Başka türlü iktidarda tutunamazdı.
***
Önce Davutoğlu cephesi.
Avrupa Birliği’nin “tam desteği”ni aldı. AB sözcüleri saklamadı bunu.
AKP dışı bir kaynağım: “Merkel, Davutoğlu’ndan çok memnun... Aynı dili konuşuyorlar.”
“Vize serbest”liğini Davutoğlu’nu güçlendirmek için hızlandırdılar.
***
Suriye: Hani, Cezayir gazeteleri yazmıştı ya. “Türkiye, Cezayir’den arabuluculuk istedi” diye.
Suriye ile ilişkilerin düzeltilmesi için.
Kaynaklarımın iddiası: “Davutoğlu istedi. Erdoğan bozdu.”
***
ABD: Washington, Erdoğan’dan rahatsızlığını saklamıyor.
Davutoğlu’na bakışları: Tereddütlü, fakat “evet”ti.
Tereddütlerinin kaynağı, Ahmet Bey’in güçsüzlüğü.
Davutoğlu, Obama’dan randevu istedi.
Amacı: Güç ve ortaklık gösterisi yapmaktı.
Erdoğan müdahale etti hemen.
Washington, maslahata uygun görmedi buluşmayı. İstemeyerek de olsa geri çevirdi talebi.
Malum: ABD’nin dış politikası güce fazlasıyla duyarlıdır.
Yıkamıyorsa, yıkmayı uygun görmüyorsa beraber çalışır.
Sonuç: Washington, Erdoğan’la açık kavgaya girmedi.
***
Davutoğlu, Moskova ve Tahran’ın da kapısını çalmış. “Destek” istemiş.
Anlatılan: Yüz vermemişler.
Gözlemim: Ahmet Bey’i Batıya daha yakın görüyorlar. Özellikle Tahran.
***
Suudiler ve Katar:
Davutoğlu, Körfez’de de Erdoğan’ı aşamadı.
***
Davutoğlu özeti: İç cepehede gücü yoktu.
“Dış”ta bütün kapıları çaldı.
Rusya ve İran: Yüz vermedi.
Para kaynağı Körfez: Kapıyı açmadı.
Batının tereddütlü desteği: Yetmedi.
Yani: Dış cephede kuvvet yaratamadı.
Sonuç: Mukadderdi. Kaybetti.
***
Şimdi de Erdoğan cenahının “dış” karnesine bakalım.

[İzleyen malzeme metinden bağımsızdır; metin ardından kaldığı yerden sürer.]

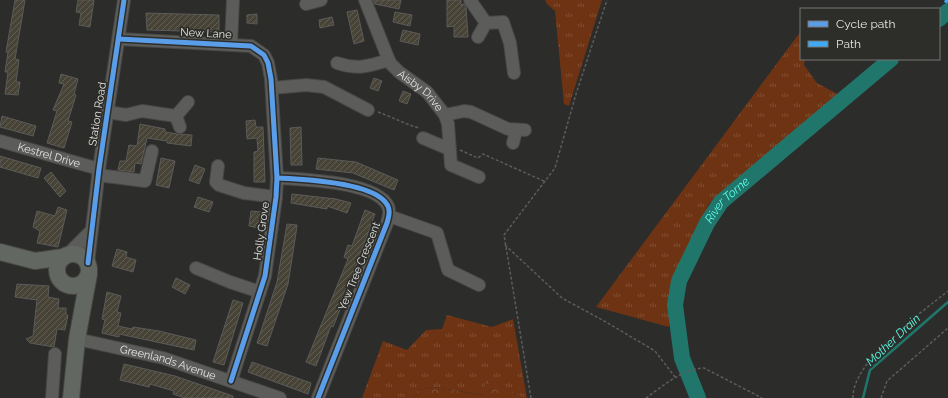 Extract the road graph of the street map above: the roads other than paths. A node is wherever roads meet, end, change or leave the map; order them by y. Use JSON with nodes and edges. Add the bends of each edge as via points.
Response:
{"nodes":[{"id":1,"x":124,"y":0,"type":"edge"},
{"id":2,"x":233,"y":0,"type":"edge"},
{"id":3,"x":319,"y":0,"type":"edge"},
{"id":4,"x":365,"y":0,"type":"edge"},
{"id":5,"x":470,"y":0,"type":"edge"},
{"id":6,"x":306,"y":4,"type":"dead end"},
{"id":7,"x":486,"y":23,"type":"junction"},
{"id":8,"x":478,"y":37,"type":"dead end"},
{"id":9,"x":119,"y":39,"type":"junction"},
{"id":10,"x":232,"y":44,"type":"junction"},
{"id":11,"x":389,"y":60,"type":"junction"},
{"id":12,"x":337,"y":63,"type":"dead end"},
{"id":13,"x":514,"y":73,"type":"dead end"},
{"id":14,"x":272,"y":83,"type":"junction"},
{"id":15,"x":188,"y":102,"type":"dead end"},
{"id":16,"x":368,"y":110,"type":"road end"},
{"id":17,"x":108,"y":112,"type":"junction"},
{"id":18,"x":445,"y":115,"type":"junction"},
{"id":19,"x":176,"y":116,"type":"junction"},
{"id":20,"x":180,"y":127,"type":"dead end"},
{"id":21,"x":422,"y":133,"type":"road end"},
{"id":22,"x":0,"y":141,"type":"edge"},
{"id":23,"x":513,"y":143,"type":"dead end"},
{"id":24,"x":449,"y":147,"type":"junction"},
{"id":25,"x":152,"y":151,"type":"dead end"},
{"id":26,"x":218,"y":166,"type":"dead end"},
{"id":27,"x":99,"y":172,"type":"junction"},
{"id":28,"x":479,"y":177,"type":"dead end"},
{"id":29,"x":277,"y":178,"type":"junction"},
{"id":30,"x":276,"y":197,"type":"junction"},
{"id":31,"x":390,"y":216,"type":"junction"},
{"id":32,"x":91,"y":231,"type":"junction"},
{"id":33,"x":0,"y":252,"type":"edge"},
{"id":34,"x":65,"y":257,"type":"junction"},
{"id":35,"x":36,"y":261,"type":"junction"},
{"id":36,"x":196,"y":268,"type":"dead end"},
{"id":37,"x":88,"y":269,"type":"junction"},
{"id":38,"x":62,"y":281,"type":"junction"},
{"id":39,"x":479,"y":285,"type":"dead end"},
{"id":40,"x":260,"y":292,"type":"junction"},
{"id":41,"x":78,"y":332,"type":"junction"},
{"id":42,"x":55,"y":354,"type":"dead end"},
{"id":43,"x":231,"y":381,"type":"junction"},
{"id":44,"x":52,"y":398,"type":"edge"},
{"id":45,"x":71,"y":398,"type":"edge"},
{"id":46,"x":280,"y":398,"type":"edge"},
{"id":47,"x":318,"y":398,"type":"edge"}],
"edges":[{"from":1,"to":9,"type":"street","name":"Station Road"},
{"from":2,"to":10,"type":"street"},
{"from":3,"to":6,"type":"street"},
{"from":4,"to":11,"type":"street","name":"Aisby Drive"},
{"from":5,"to":7,"type":"street"},
{"from":7,"to":8,"type":"street"},
{"from":7,"to":13,"type":"street","via":[[503,22],[510,43]]},
{"from":9,"to":10,"type":"street","name":"New Lane"},
{"from":9,"to":17,"type":"street","name":"Station Road"},
{"from":10,"to":14,"type":"street","name":"New Lane","via":[[251,46],[264,55]]},
{"from":11,"to":12,"type":"street","via":[[358,67]]},
{"from":11,"to":18,"type":"street","name":"Aisby Drive","via":[[399,72],[427,92]]},
{"from":14,"to":16,"type":"street","via":[[324,87]]},
{"from":14,"to":29,"type":"street","name":"Holly Grove"},
{"from":15,"to":19,"type":"street"},
{"from":17,"to":19,"type":"street","via":[[126,115],[142,111]]},
{"from":17,"to":27,"type":"street","name":"Station Road"},
{"from":18,"to":23,"type":"street","name":"Aisby Drive","via":[[471,112],[520,130]]},
{"from":18,"to":24,"type":"street"},
{"from":19,"to":20,"type":"street"},
{"from":21,"to":24,"type":"street"},
{"from":22,"to":27,"type":"street","name":"Kestrel Drive"},
{"from":24,"to":28,"type":"street","via":[[451,165]]},
{"from":25,"to":27,"type":"street","name":"Kestrel Drive","via":[[145,181]]},
{"from":26,"to":30,"type":"street","via":[[217,184],[244,193]]},
{"from":27,"to":32,"type":"street","name":"Station Road"},
{"from":29,"to":30,"type":"street","name":"Holly Grove"},
{"from":29,"to":31,"type":"street","name":"Yew Tree Crescent","via":[[339,183],[373,194],[386,203]]},
{"from":30,"to":40,"type":"street","name":"Holly Grove","via":[[265,276]]},
{"from":31,"to":39,"type":"street","via":[[436,233],[448,270]]},
{"from":31,"to":47,"type":"street","name":"Yew Tree Crescent"},
{"from":32,"to":34,"type":"street"},
{"from":32,"to":37,"type":"street","name":"Station Road"},
{"from":33,"to":35,"type":"main road"},
{"from":34,"to":35,"type":"main road"},
{"from":34,"to":37,"type":"main road","via":[[80,256]]},
{"from":34,"to":38,"type":"main road","via":[[58,269]]},
{"from":35,"to":38,"type":"main road"},
{"from":36,"to":40,"type":"street"},
{"from":37,"to":38,"type":"main road","via":[[86,278],[79,285],[69,285]]},
{"from":37,"to":41,"type":"main road"},
{"from":38,"to":41,"type":"main road","via":[[74,303]]},
{"from":40,"to":43,"type":"street","name":"Holly Grove"},
{"from":41,"to":43,"type":"street","name":"Greenlands Avenue"},
{"from":41,"to":45,"type":"main road"},
{"from":42,"to":44,"type":"street"},
{"from":43,"to":46,"type":"street","name":"Greenlands Avenue"}]} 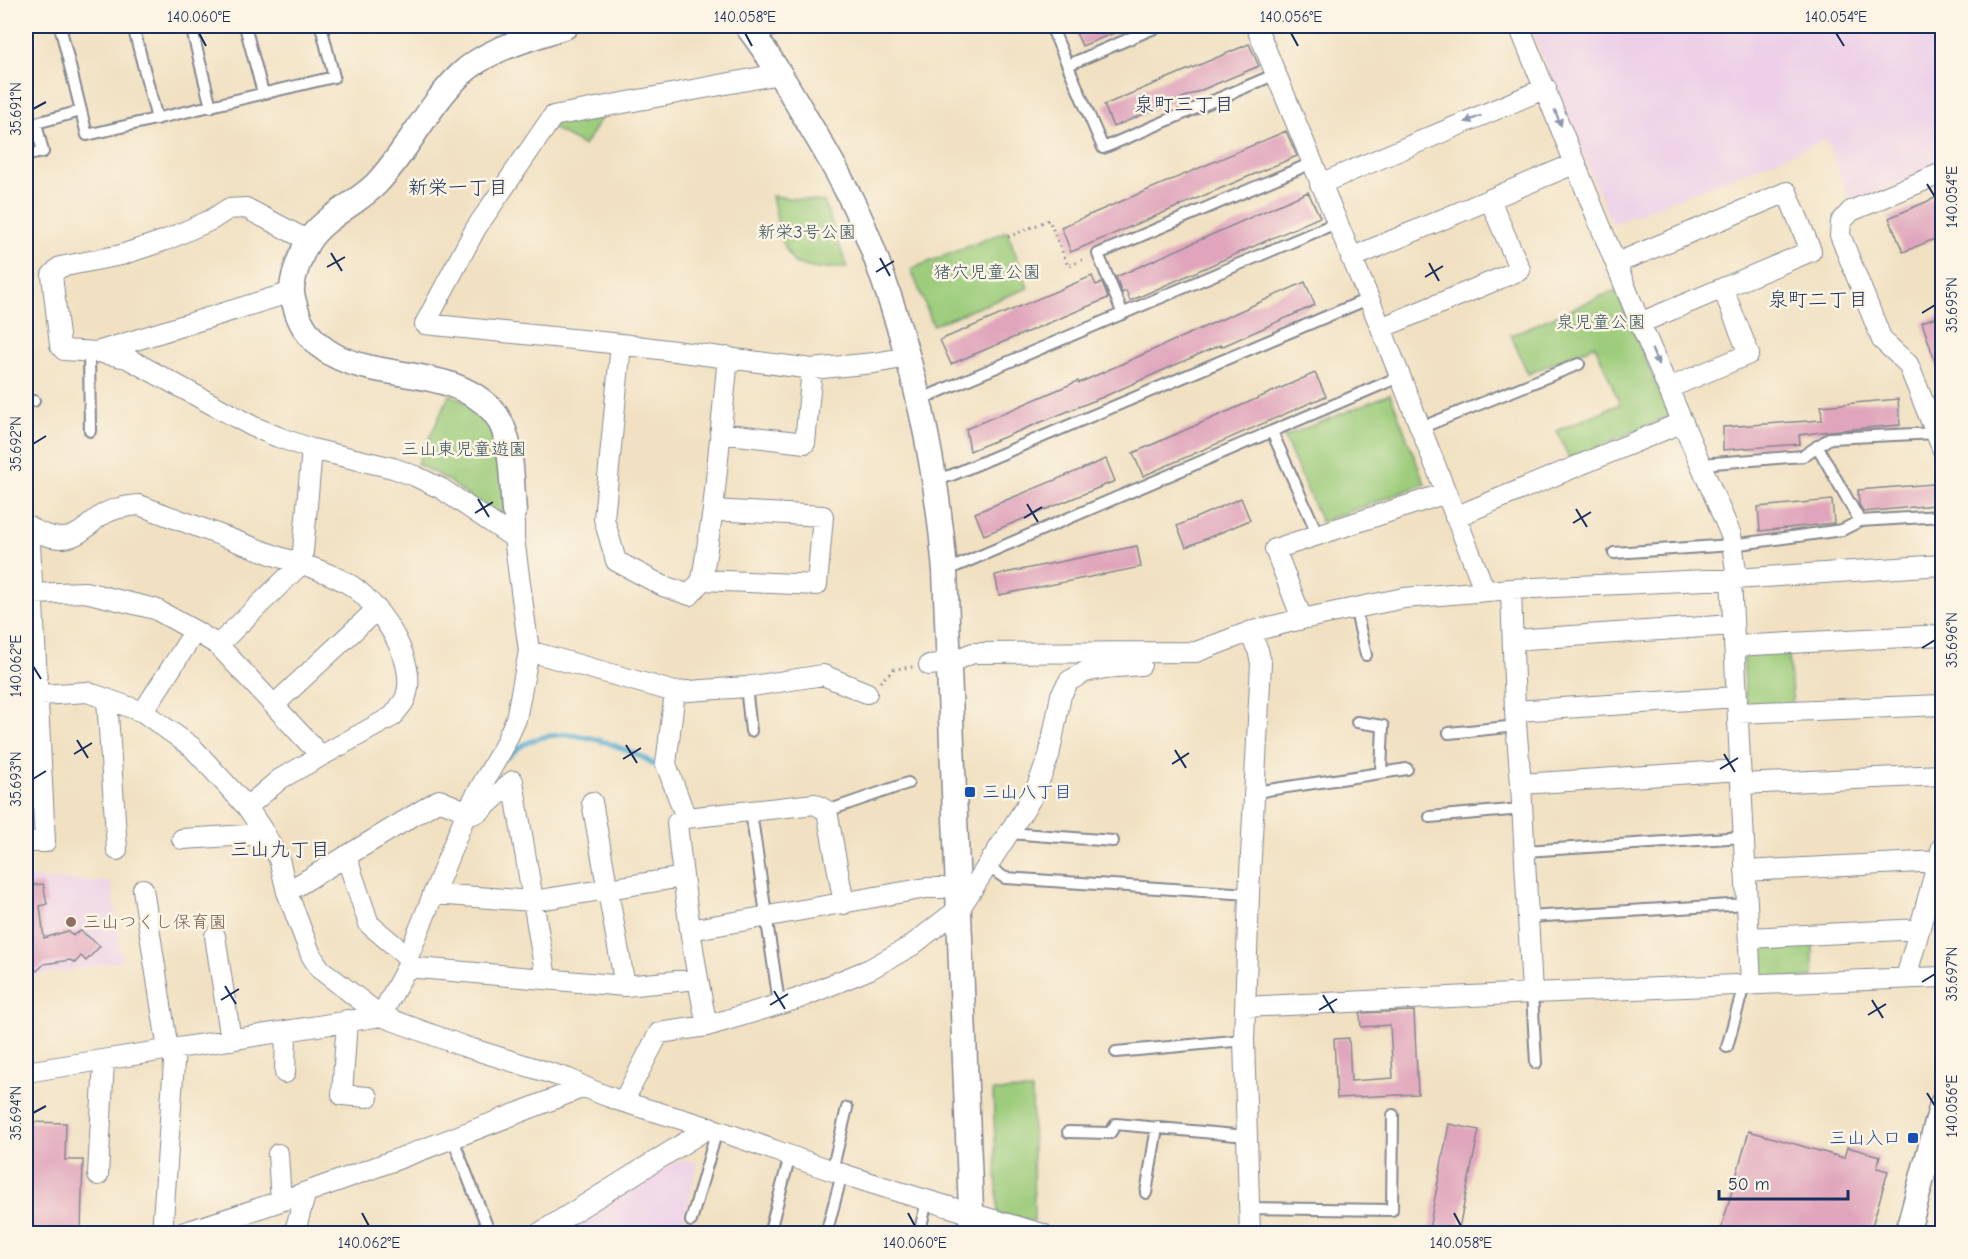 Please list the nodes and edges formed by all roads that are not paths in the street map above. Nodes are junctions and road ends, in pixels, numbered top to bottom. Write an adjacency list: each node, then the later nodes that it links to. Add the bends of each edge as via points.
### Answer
1 (60, 26): 20 (lane)
2 (134, 26): 21 (lane)
3 (191, 26): 19 (lane)
4 (245, 26): 18 (lane)
5 (321, 26): 18 (lane, via 334,77)
6 (566, 26): 12 (street)
7 (783, 26): 13 (lane)
8 (1052, 26): 14 (lane)
9 (1159, 26): 14 (lane)
10 (1256, 26): 16 (street)
11 (1519, 26): 17 (street)
12 (537, 30): 29 (street, via 495,51 460,75 376,185 321,227)
13 (752, 31): 15 (street)
14 (1068, 65): 16 (lane, via 1103,148)
15 (779, 74): 38 (street, via 553,116 476,228 425,324); 41 (street, via 861,220)
16 (1276, 74): 24 (street)
17 (1546, 88): 23 (street, one-way to 23); 26 (street, one-way to 26)
18 (263, 93): 19 (lane)
19 (211, 107): 21 (lane)
20 (81, 111): 21 (lane, via 87,135); 22 (lane, via 36,123 43,152)
21 (157, 119)
22 (26, 155)
23 (1576, 163): 27 (street); 31 (street)
24 (1312, 164): 26 (street); 35 (lane, via 1098,254)
25 (1942, 173): 52 (street, via 1851,211 1841,222 1840,235 1882,340 1908,364)
26 (1320, 184): 28 (street)
27 (1490, 200): 30 (street); 37 (street, via 1520,270)
28 (1336, 223): 30 (street); 35 (lane)
29 (309, 241): 33 (street); 39 (street, via 246,208 228,209 166,240 121,255 60,267 52,275 60,345 64,350)
30 (1351, 258): 34 (street)
31 (1617, 263): 32 (street, via 1787,192 1811,252); 36 (street)
32 (1723, 290): 36 (street); 45 (street, via 1749,354)
33 (292, 292): 39 (street); 59 (street, via 302,325 326,351 349,363 450,384 494,412 507,438)
34 (1368, 299): 37 (street); 56 (lane)
35 (1123, 314): 46 (lane)
36 (1640, 323): 45 (street, one-way to 45)
37 (1381, 328): 44 (street)
38 (621, 344): 40 (street); 73 (street, via 604,519 616,561 663,586 690,595)
39 (93, 352): 49 (lane); 54 (street, via 127,358 252,426)
40 (728, 357): 43 (street); 51 (street)
41 (909, 357): 43 (street); 46 (street)
42 (1579, 364): 48 (lane)
43 (812, 369): 51 (street, via 805,443)
44 (1399, 378): 48 (street); 50 (lane)
45 (1669, 388): 47 (street)
46 (919, 400): 56 (street)
47 (1683, 422): 55 (street); 61 (street)
48 (1420, 428): 57 (street)
49 (90, 431)
50 (1272, 432): 65 (lane); 71 (lane)
51 (720, 433): 58 (street)
52 (1940, 441): 53 (lane, via 1830,438)
53 (1817, 446): 55 (lane, via 1803,456); 62 (lane)
54 (312, 449): 66 (street, via 415,476 442,489); 69 (street)
55 (1701, 464): 67 (street)
56 (934, 480): 71 (street)
57 (1446, 493): 61 (street); 65 (street)
58 (713, 510): 73 (street); 73 (street, via 823,516 817,585)
59 (514, 511): 66 (street)
60 (1942, 516): 62 (lane)
61 (1455, 517): 75 (street)
62 (1860, 521): 67 (lane, via 1842,530)
63 (26, 525): 69 (street, via 44,536 75,535 104,514 139,505)
64 (26, 531): 76 (street)
65 (1318, 535): 79 (street, via 1275,549)
66 (514, 538): 87 (street)
67 (1732, 544): 68 (lane); 72 (street)
68 (1614, 553)
69 (302, 563): 78 (street, via 352,586); 85 (street)
70 (1942, 565): 72 (street)
71 (945, 572): 90 (street)
72 (1734, 578): 74 (street); 80 (street)
73 (702, 580)
74 (1511, 589): 75 (street); 84 (street)
75 (1485, 591): 77 (street)
76 (32, 594): 81 (street, via 86,592 155,609); 94 (street)
77 (1355, 607): 79 (street); 89 (lane)
78 (378, 609): 96 (street); 104 (street, via 398,639 406,667 408,689 404,700 393,716)
79 (1302, 619): 82 (street)
80 (1733, 625): 84 (street); 86 (street)
81 (195, 631): 85 (street); 99 (street)
82 (1250, 632): 88 (street, via 1196,652); 111 (street, via 1261,663)
83 (1942, 634): 86 (street)
84 (1514, 640): 100 (street)
85 (218, 645): 96 (street)
86 (1734, 646): 97 (street)
87 (529, 651): 92 (street); 116 (street, via 516,719)
88 (1177, 653): 90 (street, via 973,653); 120 (street, via 1153,664 1084,672 1069,681 1061,695 1049,756 1034,794)
89 (1366, 655)
90 (939, 664): 142 (street)
91 (746, 687): 92 (street); 93 (street, via 823,675); 102 (lane)
92 (675, 692): 119 (street, via 666,764)
93 (867, 693)
94 (32, 695): 95 (street, via 87,692); 125 (street, via 45,842)
95 (107, 699): 99 (street); 126 (street)
96 (274, 705): 104 (street)
97 (1737, 705): 98 (street); 100 (street); 108 (street)
98 (1942, 705)
99 (143, 712): 113 (street, via 192,747)
100 (1516, 719): 103 (lane); 110 (street)
101 (1357, 722): 106 (lane, via 1383,726)
102 (751, 731)
103 (1449, 733)
104 (321, 756): 113 (street, via 280,779)
105 (1407, 769): 106 (lane)
106 (1381, 772): 111 (lane)
107 (1942, 775): 108 (street)
108 (1741, 777): 110 (street); 122 (street)
109 (908, 783): 115 (lane)
110 (1521, 784): 114 (street)
111 (1255, 792): 138 (street)
112 (592, 802): 133 (street)
113 (247, 807): 121 (street)
114 (1522, 809): 118 (lane); 127 (street)
115 (826, 811): 117 (street, via 815,804); 140 (street)
116 (467, 812): 129 (street, via 440,800); 137 (street); 139 (street, via 480,811 513,781)
117 (750, 812): 119 (street); 143 (lane)
118 (1430, 817)
119 (686, 818): 132 (street, via 677,823)
120 (1009, 833): 124 (lane); 130 (street)
121 (265, 834): 123 (street); 136 (street, via 279,859)
122 (1744, 837): 127 (lane); 131 (street)
123 (182, 839)
124 (1113, 841)
125 (26, 842)
126 (117, 850)
127 (1524, 851): 144 (street)
128 (1941, 854): 131 (street); 145 (street)
129 (345, 856): 136 (street); 149 (street, via 369,924)
130 (987, 866): 138 (lane, via 1005,878); 142 (street)
131 (1745, 871): 141 (street)
132 (683, 877): 133 (street); 146 (street)
133 (607, 888): 139 (street); 155 (street)
134 (943, 888): 140 (street)
135 (143, 889): 166 (street)
136 (287, 892): 159 (street, via 320,969)
137 (433, 894): 139 (street); 149 (street)
138 (1249, 894): 158 (street)
139 (533, 901): 151 (street)
140 (844, 904): 143 (street)
141 (1747, 904): 144 (lane); 148 (street)
142 (960, 908): 157 (street, via 911,946 870,969); 194 (street)
143 (767, 917): 146 (street); 157 (lane)
144 (1528, 917): 156 (street)
145 (1920, 929): 148 (street); 152 (street)
146 (690, 930): 153 (street)
147 (215, 936): 163 (street)
148 (1749, 938): 154 (street)
149 (407, 962): 151 (street); 159 (street)
150 (1942, 977): 152 (street)
151 (546, 978): 155 (street)
152 (1906, 978): 154 (street)
153 (698, 979): 155 (street); 161 (street)
154 (1748, 985): 156 (street); 165 (lane)
155 (625, 986)
156 (1532, 993): 158 (street); 169 (lane)
157 (779, 1003): 161 (street)
158 (1245, 1007): 164 (street)
159 (381, 1016): 160 (street); 172 (street)
160 (347, 1020): 162 (street); 173 (street, via 342,1095)
161 (707, 1026): 174 (street, via 659,1033)
162 (286, 1031): 163 (street); 171 (street)
163 (231, 1040): 166 (street)
164 (1244, 1041): 167 (lane); 181 (street)
165 (1727, 1047)
166 (171, 1050): 168 (street); 195 (street)
167 (1116, 1052)
168 (104, 1060): 170 (street); 186 (street)
169 (1536, 1062)
170 (26, 1072)
171 (285, 1073)
172 (584, 1087): 174 (street); 182 (street)
173 (368, 1097)
174 (623, 1102): 179 (street)
175 (847, 1108): 185 (lane)
176 (1941, 1114): 206 (street)
177 (1393, 1115): 191 (lane, via 1392,1210)
178 (1157, 1127): 180 (lane, via 1116,1124 1110,1133); 181 (lane); 188 (lane)
179 (713, 1129): 184 (street); 193 (lane); 200 (street)
180 (1068, 1132)
181 (1246, 1136): 191 (street)
182 (453, 1138): 187 (street); 199 (lane)
183 (278, 1154): 189 (street)
184 (790, 1156): 185 (street); 201 (lane)
185 (837, 1173): 190 (street); 202 (lane)
186 (98, 1175)
187 (306, 1192): 189 (street); 198 (street)
188 (1146, 1193)
189 (281, 1201): 192 (street)
190 (927, 1201): 194 (street); 203 (lane)
191 (1249, 1208): 205 (street)
192 (246, 1213): 196 (street); 197 (street)
193 (691, 1221)
194 (972, 1223): 204 (street)
195 (162, 1233)
196 (179, 1233)
197 (239, 1233)
198 (294, 1233)
199 (490, 1233)
200 (538, 1233)
201 (769, 1233)
202 (826, 1233)
203 (919, 1233)
204 (1043, 1233)
205 (1250, 1233)
206 (1907, 1233)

Tahran cephesindeki durum.
İzliyorum: İran’la karşılıklı “tamirat” adımları atıyorlar.
Tahran realist: Ankara’yı “karşı cephe”den ne kadar uzaklaştırırsa, kâr sayıyor.
Aklınızda bulunsun: İran’ın “mali” jestleri Erdoğan’ın elini güçlendirdi.
Zaten: Krizli dönemlerde bile ehven-i şer gördüler onu.
Davutoğlu ve Kılıçdaroğlu’nu ise “Batının adamı” sayıyorlar.
***
Rusya: Dolaylı temasları biliyorum.
Siyasette düzeltme arayışı ekonomiye de yansımış.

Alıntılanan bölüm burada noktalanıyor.